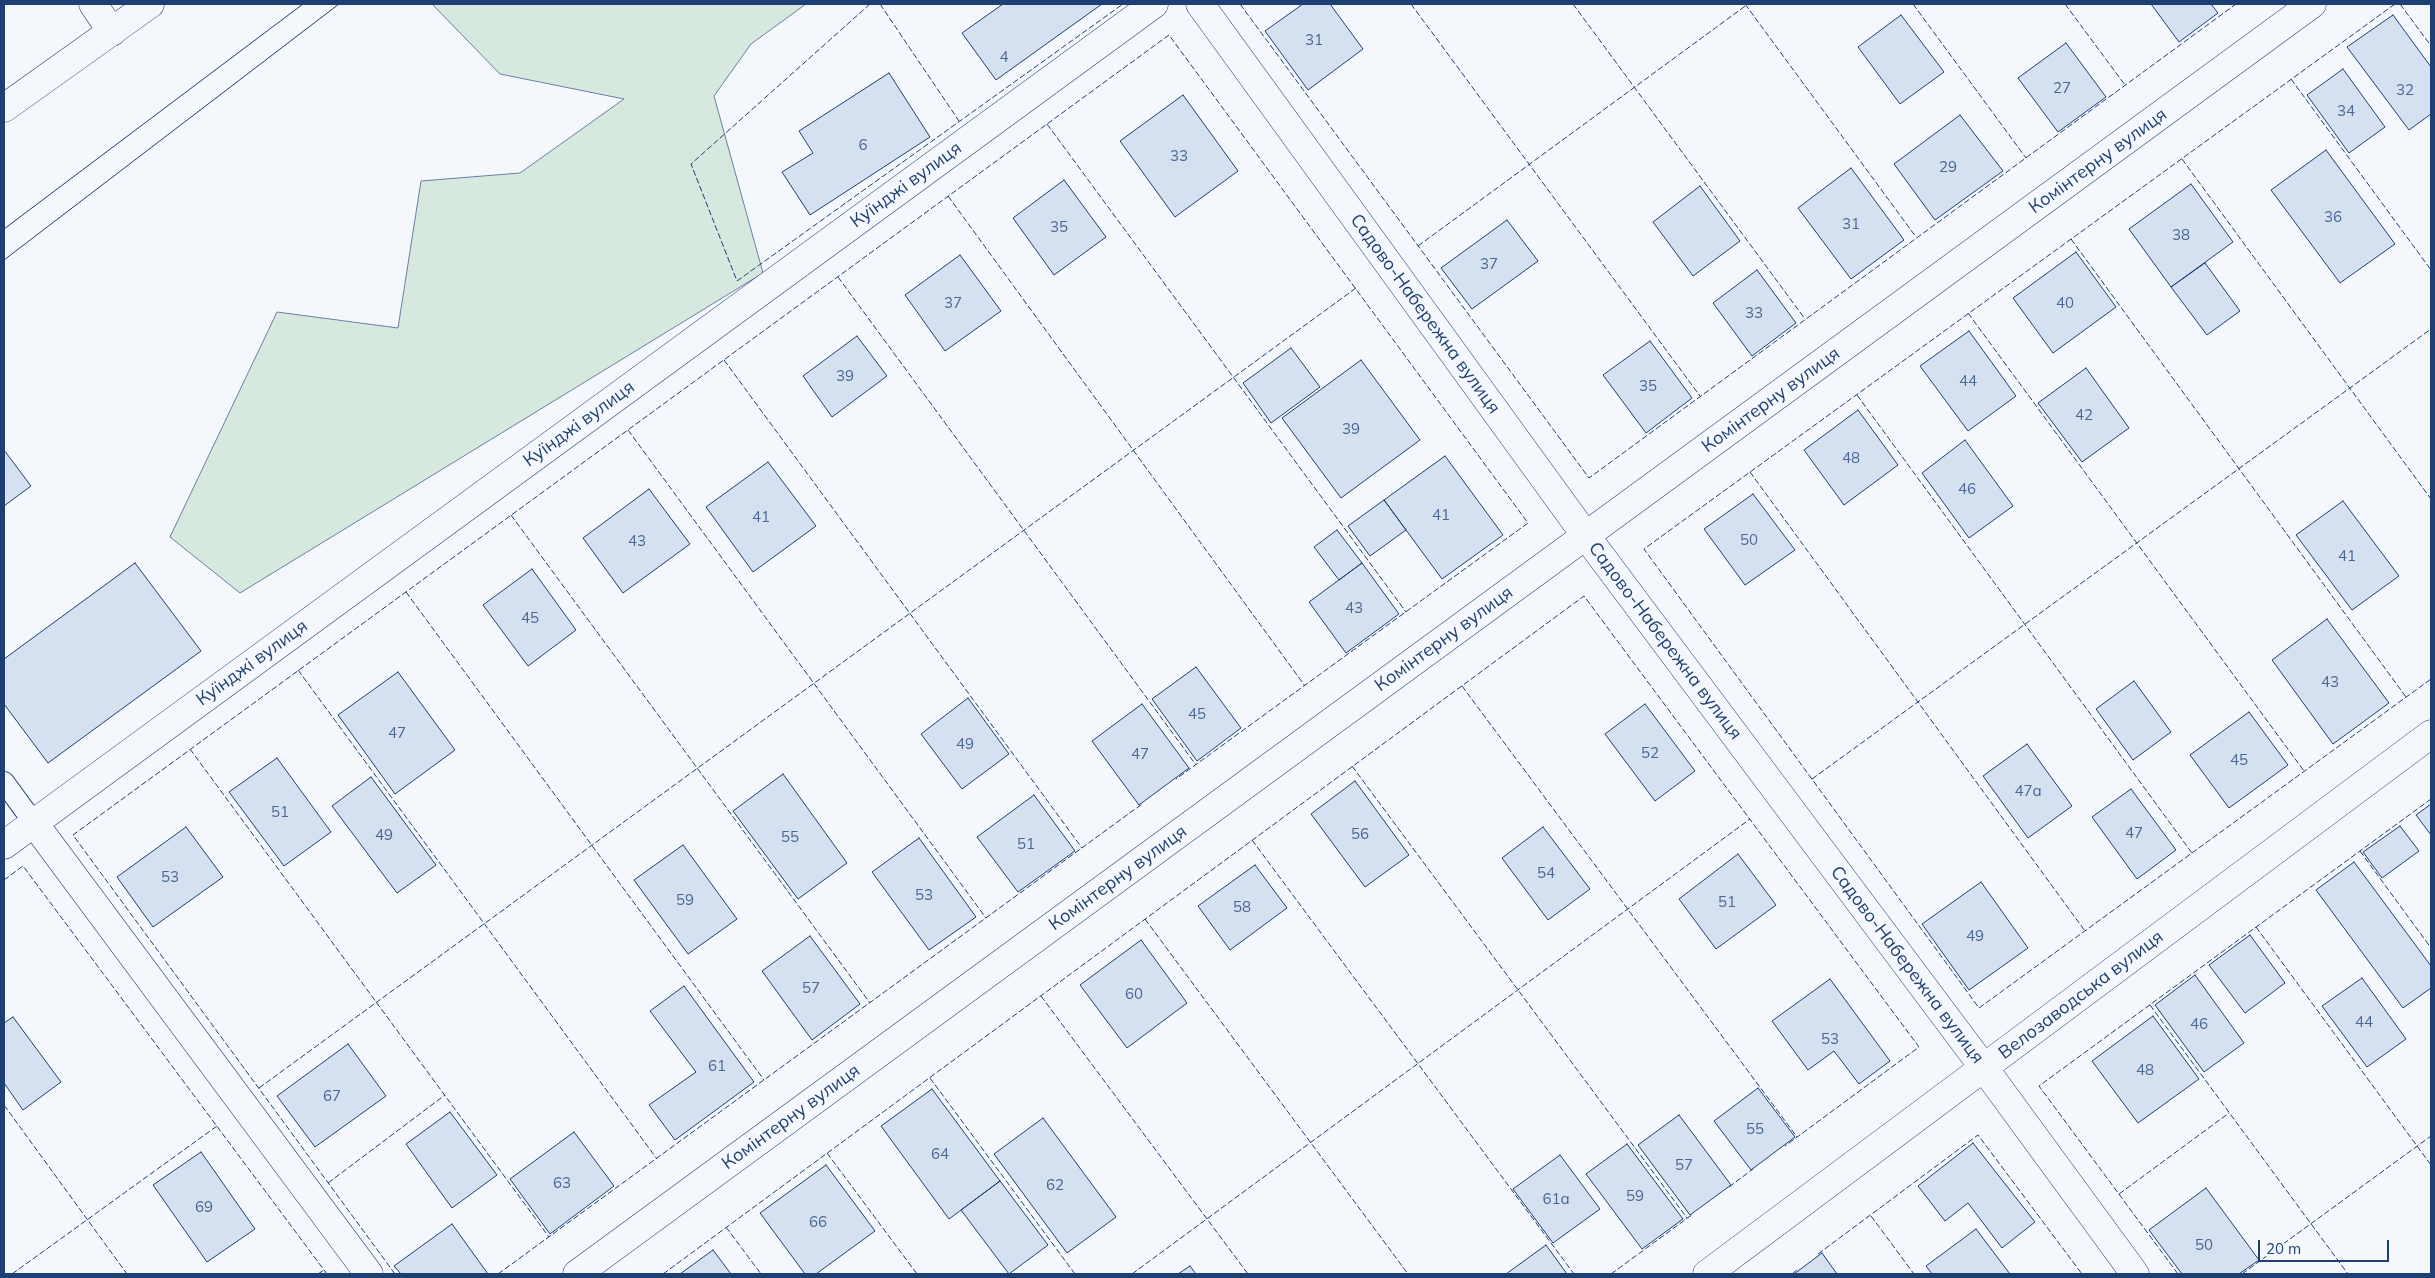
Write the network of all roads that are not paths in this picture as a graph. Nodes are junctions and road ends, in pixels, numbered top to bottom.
1 (93, 4) edge
2 (150, 4) edge
3 (1154, 4) edge
4 (1200, 4) edge
5 (2312, 4) edge
6 (112, 32) junction
7 (4, 108) edge
8 (1586, 536) junction
9 (2431, 734) edge
10 (4, 782) edge
11 (34, 823) junction
12 (4, 845) edge
13 (1984, 1068) junction
14 (369, 1274) edge
15 (576, 1274) edge
16 (1707, 1274) edge
17 (2135, 1274) edge

1 - 6 street
2 - 6 street
3 - 11 street, Куїнджі вулиця
4 - 8 street, Садово-Набережна вулиця
5 - 8 street, Комінтерну вулиця
6 - 7 street
8 - 13 street, Садово-Набережна вулиця
8 - 15 street, Комінтерну вулиця
9 - 13 street, Велозаводська вулиця
10 - 11 lane
11 - 12 street, Куїнджі вулиця
11 - 14 street
13 - 16 street, Велозаводська вулиця
13 - 17 street, Садово-Набережна вулиця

++++++++++++++++++++

= TASK OBJECTIVE =
Skip the pictures and reproduce all remaining entries exactly.

= OUTPUT BELOW =
Write the network of all roads that are not paths in this picture as a graph. Nodes are junctions and road ends, in pixels, numbered top to bottom.
1 (93, 4) edge
2 (150, 4) edge
3 (1154, 4) edge
4 (1200, 4) edge
5 (2312, 4) edge
6 (112, 32) junction
7 (4, 108) edge
8 (1586, 536) junction
9 (2431, 734) edge
10 (4, 782) edge
11 (34, 823) junction
12 (4, 845) edge
13 (1984, 1068) junction
14 (369, 1274) edge
15 (576, 1274) edge
16 (1707, 1274) edge
17 (2135, 1274) edge

1 - 6 street
2 - 6 street
3 - 11 street, Куїнджі вулиця
4 - 8 street, Садово-Набережна вулиця
5 - 8 street, Комінтерну вулиця
6 - 7 street
8 - 13 street, Садово-Набережна вулиця
8 - 15 street, Комінтерну вулиця
9 - 13 street, Велозаводська вулиця
10 - 11 lane
11 - 12 street, Куїнджі вулиця
11 - 14 street
13 - 16 street, Велозаводська вулиця
13 - 17 street, Садово-Набережна вулиця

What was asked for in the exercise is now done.